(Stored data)
==============================

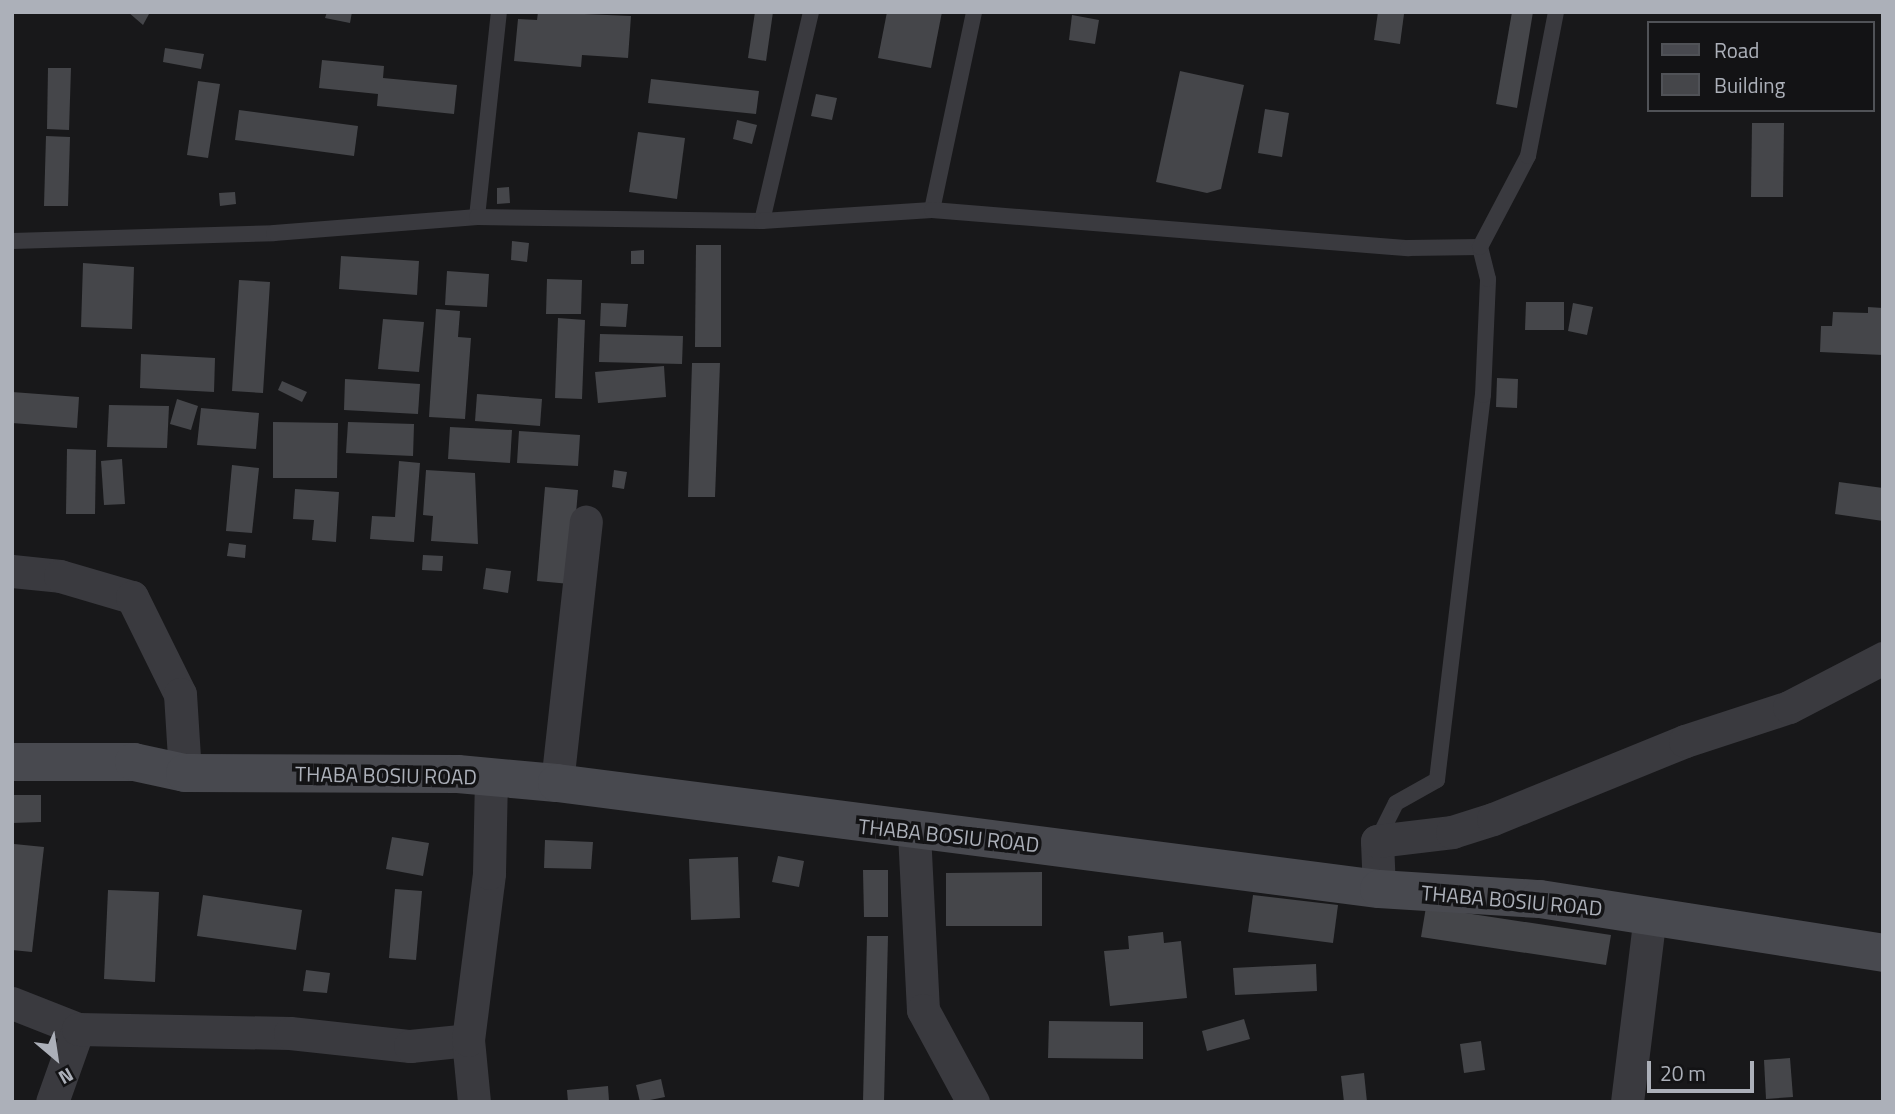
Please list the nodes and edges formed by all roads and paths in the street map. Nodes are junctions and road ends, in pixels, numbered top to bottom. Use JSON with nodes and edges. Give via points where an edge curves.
{"nodes":[{"id":1,"x":499,"y":12,"type":"edge"},
{"id":2,"x":811,"y":12,"type":"edge"},
{"id":3,"x":974,"y":12,"type":"edge"},
{"id":4,"x":1556,"y":12,"type":"edge"},
{"id":5,"x":932,"y":210,"type":"junction"},
{"id":6,"x":477,"y":218,"type":"junction"},
{"id":7,"x":762,"y":221,"type":"junction"},
{"id":8,"x":12,"y":241,"type":"edge"},
{"id":9,"x":1480,"y":247,"type":"junction"},
{"id":10,"x":586,"y":522,"type":"dead end"},
{"id":11,"x":12,"y":571,"type":"edge"},
{"id":12,"x":1883,"y":658,"type":"edge"},
{"id":13,"x":12,"y":762,"type":"edge"},
{"id":14,"x":185,"y":773,"type":"junction"},
{"id":15,"x":491,"y":777,"type":"junction"},
{"id":16,"x":557,"y":783,"type":"junction"},
{"id":17,"x":914,"y":833,"type":"junction"},
{"id":18,"x":1377,"y":841,"type":"junction"},
{"id":19,"x":1379,"y":889,"type":"junction"},
{"id":20,"x":1650,"y":915,"type":"junction"},
{"id":21,"x":1883,"y":953,"type":"edge"},
{"id":22,"x":12,"y":1003,"type":"edge"},
{"id":23,"x":78,"y":1029,"type":"junction"},
{"id":24,"x":468,"y":1040,"type":"junction"},
{"id":25,"x":52,"y":1102,"type":"edge"},
{"id":26,"x":474,"y":1102,"type":"edge"},
{"id":27,"x":973,"y":1102,"type":"edge"},
{"id":28,"x":1627,"y":1102,"type":"edge"}],
"edges":[{"from":1,"to":6,"type":"lane"},
{"from":2,"to":7,"type":"lane"},
{"from":3,"to":5,"type":"lane"},
{"from":4,"to":9,"type":"lane","via":[[1528,156]]},
{"from":5,"to":7,"type":"lane"},
{"from":5,"to":9,"type":"lane","via":[[1409,248]]},
{"from":6,"to":7,"type":"lane"},
{"from":6,"to":8,"type":"lane","via":[[274,233]]},
{"from":9,"to":18,"type":"lane","via":[[1488,279],[1483,395],[1450,711],[1437,780],[1396,803]]},
{"from":10,"to":16,"type":"street"},
{"from":11,"to":14,"type":"street","via":[[60,576],[132,597],[180,694]]},
{"from":12,"to":18,"type":"street","via":[[1789,707],[1685,741],[1493,819],[1452,832]]},
{"from":13,"to":14,"type":"street","name":"THABA BOSIU ROAD","via":[[134,762]]},
{"from":14,"to":15,"type":"street","name":"THABA BOSIU ROAD"},
{"from":15,"to":16,"type":"street","name":"THABA BOSIU ROAD"},
{"from":15,"to":24,"type":"street","via":[[489,873]]},
{"from":16,"to":17,"type":"street","name":"THABA BOSIU ROAD"},
{"from":17,"to":19,"type":"street","name":"THABA BOSIU ROAD"},
{"from":17,"to":27,"type":"street","via":[[923,1010]]},
{"from":18,"to":19,"type":"street"},
{"from":19,"to":20,"type":"street","name":"THABA BOSIU ROAD","via":[[1540,899]]},
{"from":20,"to":21,"type":"street","name":"THABA BOSIU ROAD"},
{"from":20,"to":28,"type":"street"},
{"from":22,"to":23,"type":"street"},
{"from":23,"to":24,"type":"street","via":[[290,1033],[410,1046]]},
{"from":23,"to":25,"type":"street"},
{"from":24,"to":26,"type":"street"}]}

==============================

◆ PROMPT:
Write the entries above out in full, exactly, with no images.

◆ ANSWER SPACE:
Please list the nodes and edges formed by all roads and paths in the street map. Nodes are junctions and road ends, in pixels, numbered top to bottom. Use JSON with nodes and edges. Give via points where an edge curves.
{"nodes":[{"id":1,"x":499,"y":12,"type":"edge"},
{"id":2,"x":811,"y":12,"type":"edge"},
{"id":3,"x":974,"y":12,"type":"edge"},
{"id":4,"x":1556,"y":12,"type":"edge"},
{"id":5,"x":932,"y":210,"type":"junction"},
{"id":6,"x":477,"y":218,"type":"junction"},
{"id":7,"x":762,"y":221,"type":"junction"},
{"id":8,"x":12,"y":241,"type":"edge"},
{"id":9,"x":1480,"y":247,"type":"junction"},
{"id":10,"x":586,"y":522,"type":"dead end"},
{"id":11,"x":12,"y":571,"type":"edge"},
{"id":12,"x":1883,"y":658,"type":"edge"},
{"id":13,"x":12,"y":762,"type":"edge"},
{"id":14,"x":185,"y":773,"type":"junction"},
{"id":15,"x":491,"y":777,"type":"junction"},
{"id":16,"x":557,"y":783,"type":"junction"},
{"id":17,"x":914,"y":833,"type":"junction"},
{"id":18,"x":1377,"y":841,"type":"junction"},
{"id":19,"x":1379,"y":889,"type":"junction"},
{"id":20,"x":1650,"y":915,"type":"junction"},
{"id":21,"x":1883,"y":953,"type":"edge"},
{"id":22,"x":12,"y":1003,"type":"edge"},
{"id":23,"x":78,"y":1029,"type":"junction"},
{"id":24,"x":468,"y":1040,"type":"junction"},
{"id":25,"x":52,"y":1102,"type":"edge"},
{"id":26,"x":474,"y":1102,"type":"edge"},
{"id":27,"x":973,"y":1102,"type":"edge"},
{"id":28,"x":1627,"y":1102,"type":"edge"}],
"edges":[{"from":1,"to":6,"type":"lane"},
{"from":2,"to":7,"type":"lane"},
{"from":3,"to":5,"type":"lane"},
{"from":4,"to":9,"type":"lane","via":[[1528,156]]},
{"from":5,"to":7,"type":"lane"},
{"from":5,"to":9,"type":"lane","via":[[1409,248]]},
{"from":6,"to":7,"type":"lane"},
{"from":6,"to":8,"type":"lane","via":[[274,233]]},
{"from":9,"to":18,"type":"lane","via":[[1488,279],[1483,395],[1450,711],[1437,780],[1396,803]]},
{"from":10,"to":16,"type":"street"},
{"from":11,"to":14,"type":"street","via":[[60,576],[132,597],[180,694]]},
{"from":12,"to":18,"type":"street","via":[[1789,707],[1685,741],[1493,819],[1452,832]]},
{"from":13,"to":14,"type":"street","name":"THABA BOSIU ROAD","via":[[134,762]]},
{"from":14,"to":15,"type":"street","name":"THABA BOSIU ROAD"},
{"from":15,"to":16,"type":"street","name":"THABA BOSIU ROAD"},
{"from":15,"to":24,"type":"street","via":[[489,873]]},
{"from":16,"to":17,"type":"street","name":"THABA BOSIU ROAD"},
{"from":17,"to":19,"type":"street","name":"THABA BOSIU ROAD"},
{"from":17,"to":27,"type":"street","via":[[923,1010]]},
{"from":18,"to":19,"type":"street"},
{"from":19,"to":20,"type":"street","name":"THABA BOSIU ROAD","via":[[1540,899]]},
{"from":20,"to":21,"type":"street","name":"THABA BOSIU ROAD"},
{"from":20,"to":28,"type":"street"},
{"from":22,"to":23,"type":"street"},
{"from":23,"to":24,"type":"street","via":[[290,1033],[410,1046]]},
{"from":23,"to":25,"type":"street"},
{"from":24,"to":26,"type":"street"}]}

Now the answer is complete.